Why is it when I specify -Xmx=1g my JVM uses up more memory than 1gb
of memory?

Specifying -Xmx=1g is telling the JVM to allocate a 1gb heap. It’s not
telling the JVM to limit its entire memory usage to 1gb. There are
card tables, code caches, and all sorts of other off heap data
structures. The parameter you use to specify total memory usage is
-XX:MaxRAM. Be aware that with -XX:MaxRam=500m your heap will be approximately 250mb.

Java sees host memory size and it is not aware of any container memory limitations. It doesn’t create memory pressure, so GC also doesn’t need to release used memory. I hope XX:MaxRAM will help you to reduce memory footprint. Eventually, you can tweak GC configuration (-XX:MinHeapFreeRatio,-XX:MaxHeapFreeRatio, …)


There is many types of memory metrics.

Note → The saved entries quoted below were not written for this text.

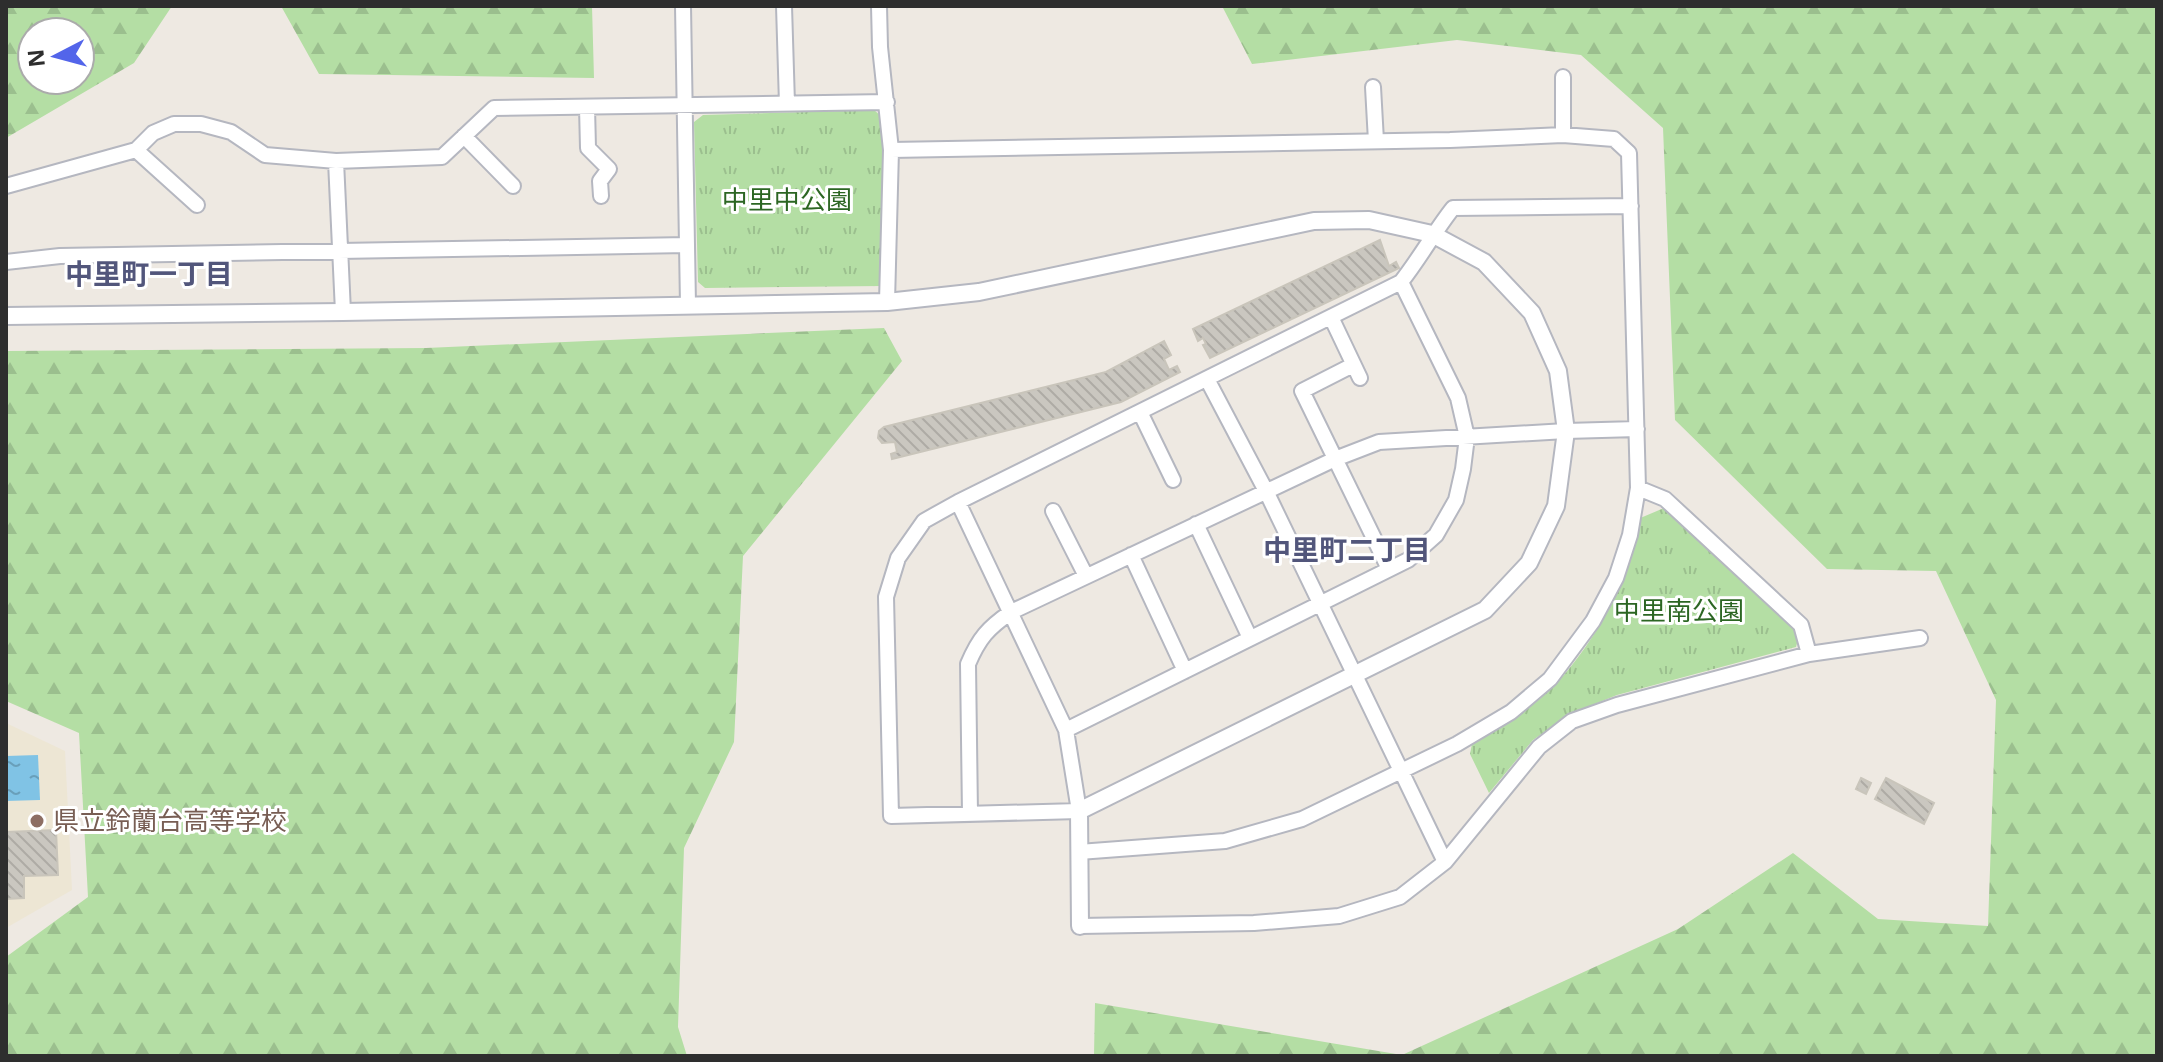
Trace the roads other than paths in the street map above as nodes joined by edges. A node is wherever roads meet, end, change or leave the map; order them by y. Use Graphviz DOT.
graph roads {
  1 [pos="683,6"];
  2 [pos="784,6"];
  3 [pos="879,6"];
  4 [pos="1563,77"];
  5 [pos="1373,87"];
  6 [pos="887,102"];
  7 [pos="787,104"];
  8 [pos="685,105"];
  9 [pos="587,107"];
  10 [pos="1563,135"];
  11 [pos="464,136"];
  12 [pos="1376,141"];
  13 [pos="136,150"];
  14 [pos="891,150"];
  15 [pos="336,161"];
  16 [pos="6,186"];
  17 [pos="513,186"];
  18 [pos="601,196"];
  19 [pos="197,205"];
  20 [pos="1631,206"];
  21 [pos="1432,234"];
  22 [pos="687,245"];
  23 [pos="340,251"];
  24 [pos="6,262"];
  25 [pos="1401,282"];
  26 [pos="887,302"];
  27 [pos="688,305"];
  28 [pos="343,312"];
  29 [pos="6,316"];
  30 [pos="1331,317"];
  31 [pos="1207,379"];
  32 [pos="1140,412"];
  33 [pos="1637,429"];
  34 [pos="1566,431"];
  35 [pos="1467,437"];
  36 [pos="1335,459"];
  37 [pos="1173,480"];
  38 [pos="1638,488"];
  39 [pos="1266,491"];
  40 [pos="958,502"];
  41 [pos="1053,511"];
  42 [pos="1196,524"];
  43 [pos="1131,555"];
  44 [pos="1389,569"];
  45 [pos="1086,576"];
  46 [pos="1320,603"];
  47 [pos="1011,612"];
  48 [pos="1250,638"];
  49 [pos="1920,638"];
  50 [pos="1809,654"];
  51 [pos="1185,671"];
  52 [pos="1356,675"];
  53 [pos="1066,730"];
  54 [pos="1401,772"];
  55 [pos="1079,811"];
  56 [pos="970,814"];
  57 [pos="1079,852"];
  58 [pos="1445,862"];
  59 [pos="1080,926"];
  1 -- 8 [label="street"];
  2 -- 7 [label="street"];
  3 -- 6 [label="street"];
  4 -- 10 [label="street"];
  5 -- 12 [label="street"];
  6 -- 7 [label="street"];
  6 -- 14 [label="street"];
  7 -- 8 [label="street"];
  8 -- 9 [label="street"];
  8 -- 22 [label="street"];
  9 -- 11 [label="street"];
  9 -- 18 [label="street"];
  10 -- 12 [label="street"];
  10 -- 20 [label="street"];
  11 -- 15 [label="street"];
  11 -- 17 [label="street"];
  12 -- 14 [label="street"];
  13 -- 15 [label="street"];
  13 -- 16 [label="street"];
  13 -- 19 [label="street"];
  14 -- 26 [label="street"];
  15 -- 23 [label="street"];
  20 -- 21 [label="street"];
  20 -- 33 [label="street"];
  21 -- 25 [label="street"];
  21 -- 26 [label="street"];
  21 -- 34 [label="street"];
  22 -- 23 [label="street"];
  22 -- 27 [label="street"];
  23 -- 24 [label="street"];
  23 -- 28 [label="street"];
  25 -- 30 [label="street"];
  25 -- 35 [label="street"];
  26 -- 27 [label="street"];
  27 -- 28 [label="street"];
  28 -- 29 [label="street"];
  30 -- 31 [label="street"];
  30 -- 36 [label="street"];
  31 -- 32 [label="street"];
  31 -- 39 [label="street"];
  32 -- 37 [label="street"];
  32 -- 40 [label="street"];
  33 -- 34 [label="street"];
  33 -- 38 [label="street"];
  34 -- 35 [label="street"];
  34 -- 52 [label="street"];
  35 -- 36 [label="street"];
  35 -- 44 [label="street"];
  36 -- 39 [label="street"];
  36 -- 44 [label="street"];
  38 -- 50 [label="street"];
  38 -- 54 [label="street"];
  39 -- 42 [label="street"];
  39 -- 46 [label="street"];
  40 -- 47 [label="street"];
  40 -- 56 [label="street"];
  41 -- 45 [label="street"];
  42 -- 43 [label="street"];
  42 -- 48 [label="street"];
  43 -- 45 [label="street"];
  43 -- 51 [label="street"];
  44 -- 46 [label="street"];
  45 -- 47 [label="street"];
  46 -- 48 [label="street"];
  46 -- 52 [label="street"];
  47 -- 53 [label="street"];
  47 -- 56 [label="street"];
  48 -- 51 [label="street"];
  49 -- 50 [label="street"];
  50 -- 58 [label="street"];
  51 -- 53 [label="street"];
  52 -- 54 [label="street"];
  52 -- 55 [label="street"];
  53 -- 55 [label="street"];
  54 -- 57 [label="street"];
  54 -- 58 [label="street"];
  55 -- 56 [label="street"];
  55 -- 57 [label="street"];
  57 -- 59 [label="street"];
  58 -- 59 [label="street"];
}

Docker seems to be reporting RSS memory size, that can be different than “committed” memory reported by jcmd (older versions of Docker report RSS+cache as memory usage).
Good discussion and links: Difference between Resident Set Size (RSS) and Java total committed memory (NMT) for a JVM running in Docker container

(RSS) memory can be eaten also by some other utilities in the container – shell, process manager, … We don’t know what else is running in the container and how do you start processes in container.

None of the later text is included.